*** Source information ***

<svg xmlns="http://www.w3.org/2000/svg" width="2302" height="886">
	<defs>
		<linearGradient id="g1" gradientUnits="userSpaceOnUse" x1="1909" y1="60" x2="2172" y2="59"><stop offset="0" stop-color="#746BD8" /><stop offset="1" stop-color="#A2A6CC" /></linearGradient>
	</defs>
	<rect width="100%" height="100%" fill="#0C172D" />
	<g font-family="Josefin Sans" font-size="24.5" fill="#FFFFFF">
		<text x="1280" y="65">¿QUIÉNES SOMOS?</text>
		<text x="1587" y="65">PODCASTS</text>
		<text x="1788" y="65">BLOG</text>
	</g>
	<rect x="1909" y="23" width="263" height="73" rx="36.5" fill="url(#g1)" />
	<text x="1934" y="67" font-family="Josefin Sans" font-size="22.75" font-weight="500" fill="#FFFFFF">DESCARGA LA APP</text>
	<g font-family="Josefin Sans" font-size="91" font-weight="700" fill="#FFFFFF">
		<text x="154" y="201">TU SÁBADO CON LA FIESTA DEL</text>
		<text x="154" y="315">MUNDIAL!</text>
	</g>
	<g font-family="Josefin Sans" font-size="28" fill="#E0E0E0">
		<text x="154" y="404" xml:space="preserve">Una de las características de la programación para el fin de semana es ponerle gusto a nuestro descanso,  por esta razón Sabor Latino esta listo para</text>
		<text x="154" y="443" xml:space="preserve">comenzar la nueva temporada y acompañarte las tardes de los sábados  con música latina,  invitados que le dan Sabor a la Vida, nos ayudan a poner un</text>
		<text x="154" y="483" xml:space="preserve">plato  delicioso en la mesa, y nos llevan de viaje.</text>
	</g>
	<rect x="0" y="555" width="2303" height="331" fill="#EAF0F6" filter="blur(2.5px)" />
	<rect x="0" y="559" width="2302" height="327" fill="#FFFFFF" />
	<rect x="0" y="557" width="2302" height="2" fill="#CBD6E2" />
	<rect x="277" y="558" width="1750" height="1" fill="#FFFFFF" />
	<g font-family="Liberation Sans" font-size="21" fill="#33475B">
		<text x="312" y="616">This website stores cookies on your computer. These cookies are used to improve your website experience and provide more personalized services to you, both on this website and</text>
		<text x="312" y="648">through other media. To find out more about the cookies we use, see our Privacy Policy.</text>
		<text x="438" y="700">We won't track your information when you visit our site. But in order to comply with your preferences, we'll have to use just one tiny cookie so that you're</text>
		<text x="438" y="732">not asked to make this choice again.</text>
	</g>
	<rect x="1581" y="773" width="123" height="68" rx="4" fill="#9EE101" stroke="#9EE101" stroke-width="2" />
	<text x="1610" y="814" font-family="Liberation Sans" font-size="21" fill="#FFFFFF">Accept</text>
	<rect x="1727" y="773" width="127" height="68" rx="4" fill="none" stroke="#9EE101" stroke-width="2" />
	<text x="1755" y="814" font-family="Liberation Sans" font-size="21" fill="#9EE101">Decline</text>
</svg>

*** End of Source information ***
*** Source information ***

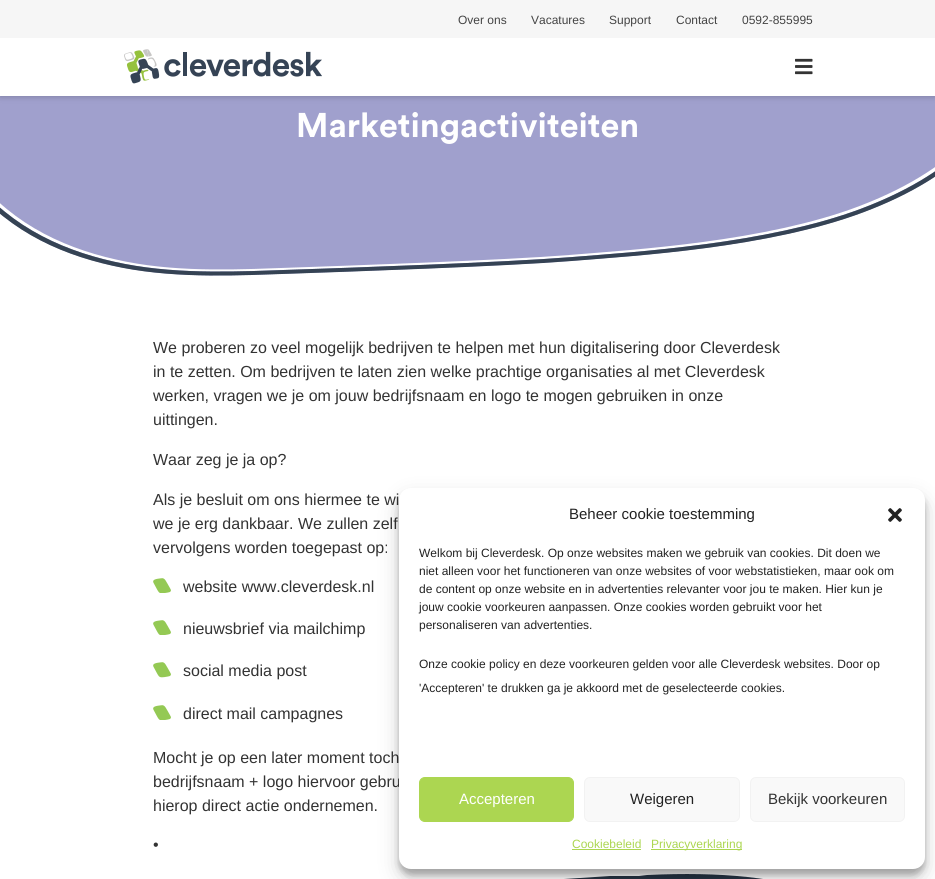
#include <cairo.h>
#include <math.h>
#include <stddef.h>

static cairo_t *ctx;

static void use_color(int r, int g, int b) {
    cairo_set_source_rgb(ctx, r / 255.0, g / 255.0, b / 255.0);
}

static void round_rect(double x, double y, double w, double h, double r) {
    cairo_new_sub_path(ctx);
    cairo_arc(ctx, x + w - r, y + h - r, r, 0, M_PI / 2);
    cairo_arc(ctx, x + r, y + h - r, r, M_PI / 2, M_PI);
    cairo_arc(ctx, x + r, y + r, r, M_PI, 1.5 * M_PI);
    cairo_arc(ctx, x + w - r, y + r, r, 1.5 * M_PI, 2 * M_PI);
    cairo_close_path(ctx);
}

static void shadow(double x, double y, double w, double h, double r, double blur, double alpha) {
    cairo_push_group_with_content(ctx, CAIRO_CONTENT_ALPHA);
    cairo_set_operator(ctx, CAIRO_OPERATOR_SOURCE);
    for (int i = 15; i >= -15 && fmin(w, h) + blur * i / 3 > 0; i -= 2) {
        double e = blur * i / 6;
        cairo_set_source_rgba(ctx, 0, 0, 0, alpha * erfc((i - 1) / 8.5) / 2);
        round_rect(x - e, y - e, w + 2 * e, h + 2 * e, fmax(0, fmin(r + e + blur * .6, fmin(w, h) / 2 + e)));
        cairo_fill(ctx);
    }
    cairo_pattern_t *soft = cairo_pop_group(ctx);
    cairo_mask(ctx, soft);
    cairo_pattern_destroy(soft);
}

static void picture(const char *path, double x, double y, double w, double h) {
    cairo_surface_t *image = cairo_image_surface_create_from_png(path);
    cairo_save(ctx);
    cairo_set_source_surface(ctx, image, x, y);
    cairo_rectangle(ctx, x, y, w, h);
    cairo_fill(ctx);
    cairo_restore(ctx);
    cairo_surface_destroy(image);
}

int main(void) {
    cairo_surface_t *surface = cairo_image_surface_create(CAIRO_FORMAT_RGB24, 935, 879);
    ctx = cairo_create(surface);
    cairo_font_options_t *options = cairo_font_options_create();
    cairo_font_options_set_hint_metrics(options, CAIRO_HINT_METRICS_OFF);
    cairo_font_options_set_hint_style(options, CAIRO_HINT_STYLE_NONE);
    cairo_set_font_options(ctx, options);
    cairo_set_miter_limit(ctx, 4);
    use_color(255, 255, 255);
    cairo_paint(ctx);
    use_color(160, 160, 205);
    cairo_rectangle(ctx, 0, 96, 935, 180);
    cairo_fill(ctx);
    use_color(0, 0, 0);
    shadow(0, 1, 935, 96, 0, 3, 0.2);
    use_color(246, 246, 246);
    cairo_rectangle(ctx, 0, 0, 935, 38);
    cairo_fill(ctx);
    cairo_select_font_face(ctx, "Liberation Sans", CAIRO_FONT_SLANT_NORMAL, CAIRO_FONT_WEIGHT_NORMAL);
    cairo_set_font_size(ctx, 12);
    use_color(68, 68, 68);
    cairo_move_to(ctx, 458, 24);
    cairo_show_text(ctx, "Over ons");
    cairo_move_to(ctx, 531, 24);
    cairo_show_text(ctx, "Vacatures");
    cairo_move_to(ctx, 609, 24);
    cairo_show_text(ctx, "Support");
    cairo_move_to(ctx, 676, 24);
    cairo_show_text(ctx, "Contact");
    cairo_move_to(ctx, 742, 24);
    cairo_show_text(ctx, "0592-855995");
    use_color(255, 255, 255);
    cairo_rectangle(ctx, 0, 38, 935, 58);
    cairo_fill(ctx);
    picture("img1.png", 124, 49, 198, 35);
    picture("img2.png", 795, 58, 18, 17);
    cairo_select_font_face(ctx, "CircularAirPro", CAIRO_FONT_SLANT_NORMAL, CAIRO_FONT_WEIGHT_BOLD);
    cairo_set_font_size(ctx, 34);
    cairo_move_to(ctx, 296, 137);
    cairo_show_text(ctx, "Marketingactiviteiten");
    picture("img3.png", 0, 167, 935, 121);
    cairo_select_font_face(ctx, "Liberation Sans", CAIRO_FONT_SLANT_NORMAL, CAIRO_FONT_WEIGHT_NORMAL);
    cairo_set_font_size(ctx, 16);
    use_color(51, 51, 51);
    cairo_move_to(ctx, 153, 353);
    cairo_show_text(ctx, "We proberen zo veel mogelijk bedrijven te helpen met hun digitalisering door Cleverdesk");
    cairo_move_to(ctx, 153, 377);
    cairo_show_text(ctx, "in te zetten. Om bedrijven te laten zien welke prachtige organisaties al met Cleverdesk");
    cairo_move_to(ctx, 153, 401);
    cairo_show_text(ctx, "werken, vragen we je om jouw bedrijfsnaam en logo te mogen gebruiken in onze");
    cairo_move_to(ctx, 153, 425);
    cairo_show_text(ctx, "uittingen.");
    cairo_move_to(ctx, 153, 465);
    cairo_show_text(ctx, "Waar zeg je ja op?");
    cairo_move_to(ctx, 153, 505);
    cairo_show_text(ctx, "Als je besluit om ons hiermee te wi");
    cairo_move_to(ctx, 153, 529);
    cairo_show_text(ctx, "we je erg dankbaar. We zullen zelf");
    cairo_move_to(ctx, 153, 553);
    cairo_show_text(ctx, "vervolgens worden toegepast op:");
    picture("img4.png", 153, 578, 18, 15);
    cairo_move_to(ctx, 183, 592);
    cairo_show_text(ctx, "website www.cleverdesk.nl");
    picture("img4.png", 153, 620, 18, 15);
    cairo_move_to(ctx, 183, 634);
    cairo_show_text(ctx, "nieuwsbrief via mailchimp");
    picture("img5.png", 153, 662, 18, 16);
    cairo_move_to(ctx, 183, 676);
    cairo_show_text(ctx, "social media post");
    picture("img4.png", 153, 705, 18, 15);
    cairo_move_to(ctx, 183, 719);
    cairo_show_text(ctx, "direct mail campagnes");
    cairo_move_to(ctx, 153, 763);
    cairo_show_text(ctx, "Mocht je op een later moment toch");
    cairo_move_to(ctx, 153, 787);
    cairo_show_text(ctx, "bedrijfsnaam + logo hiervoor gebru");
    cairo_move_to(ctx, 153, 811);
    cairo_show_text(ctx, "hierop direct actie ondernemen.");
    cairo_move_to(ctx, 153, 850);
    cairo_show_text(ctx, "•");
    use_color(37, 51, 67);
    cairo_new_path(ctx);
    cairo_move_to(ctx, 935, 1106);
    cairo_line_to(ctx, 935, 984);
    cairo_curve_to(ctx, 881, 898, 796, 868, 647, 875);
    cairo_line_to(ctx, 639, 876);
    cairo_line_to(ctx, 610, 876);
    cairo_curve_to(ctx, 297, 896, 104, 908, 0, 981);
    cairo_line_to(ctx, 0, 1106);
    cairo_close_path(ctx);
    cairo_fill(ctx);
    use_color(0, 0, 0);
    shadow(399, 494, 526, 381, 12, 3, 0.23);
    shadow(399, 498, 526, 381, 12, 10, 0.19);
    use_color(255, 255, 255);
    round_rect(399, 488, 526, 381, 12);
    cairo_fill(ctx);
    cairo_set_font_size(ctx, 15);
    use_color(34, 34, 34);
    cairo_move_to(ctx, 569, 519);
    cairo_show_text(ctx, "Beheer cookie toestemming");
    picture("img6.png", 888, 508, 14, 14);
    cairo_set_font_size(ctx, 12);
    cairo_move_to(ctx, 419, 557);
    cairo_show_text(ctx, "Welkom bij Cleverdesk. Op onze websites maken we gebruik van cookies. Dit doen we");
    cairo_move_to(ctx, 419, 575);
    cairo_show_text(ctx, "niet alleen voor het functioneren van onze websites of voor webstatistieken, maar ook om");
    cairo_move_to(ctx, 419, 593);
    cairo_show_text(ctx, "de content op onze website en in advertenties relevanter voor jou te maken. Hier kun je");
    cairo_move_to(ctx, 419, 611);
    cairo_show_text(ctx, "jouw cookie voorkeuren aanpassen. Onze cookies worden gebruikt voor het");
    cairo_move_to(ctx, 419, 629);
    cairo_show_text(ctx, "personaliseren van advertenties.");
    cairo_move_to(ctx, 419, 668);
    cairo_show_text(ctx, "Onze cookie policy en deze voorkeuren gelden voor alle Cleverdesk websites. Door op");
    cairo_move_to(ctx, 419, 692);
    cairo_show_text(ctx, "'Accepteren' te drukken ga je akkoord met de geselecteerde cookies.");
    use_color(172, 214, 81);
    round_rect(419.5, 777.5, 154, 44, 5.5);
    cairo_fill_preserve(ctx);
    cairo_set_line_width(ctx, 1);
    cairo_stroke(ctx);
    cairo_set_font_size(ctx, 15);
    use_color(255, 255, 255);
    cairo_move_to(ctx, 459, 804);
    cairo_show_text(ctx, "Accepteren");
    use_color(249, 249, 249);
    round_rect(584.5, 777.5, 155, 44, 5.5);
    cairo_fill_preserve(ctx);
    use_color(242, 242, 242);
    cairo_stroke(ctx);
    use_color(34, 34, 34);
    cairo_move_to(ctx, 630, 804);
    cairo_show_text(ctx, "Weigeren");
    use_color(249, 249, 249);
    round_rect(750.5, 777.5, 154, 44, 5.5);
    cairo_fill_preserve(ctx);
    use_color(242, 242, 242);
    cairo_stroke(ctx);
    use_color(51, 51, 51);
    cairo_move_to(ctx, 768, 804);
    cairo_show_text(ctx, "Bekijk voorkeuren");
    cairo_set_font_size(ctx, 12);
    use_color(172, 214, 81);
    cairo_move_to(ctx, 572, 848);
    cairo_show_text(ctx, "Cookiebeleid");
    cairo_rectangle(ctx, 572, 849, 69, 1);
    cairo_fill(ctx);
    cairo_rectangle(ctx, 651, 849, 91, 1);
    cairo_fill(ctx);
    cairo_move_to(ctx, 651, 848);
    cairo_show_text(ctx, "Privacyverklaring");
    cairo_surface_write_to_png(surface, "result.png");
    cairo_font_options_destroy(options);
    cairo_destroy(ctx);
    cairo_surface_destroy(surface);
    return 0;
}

*** End of Source information ***

Task details:
Report, from the entries above, each line where "static" is found.

Result of this task:
static cairo_t *ctx;
static void use_color(int r, int g, int b) {
static void round_rect(double x, double y, double w, double h, double r) {
static void shadow(double x, double y, double w, double h, double r, double blur, double alpha) {
static void picture(const char *path, double x, double y, double w, double h) {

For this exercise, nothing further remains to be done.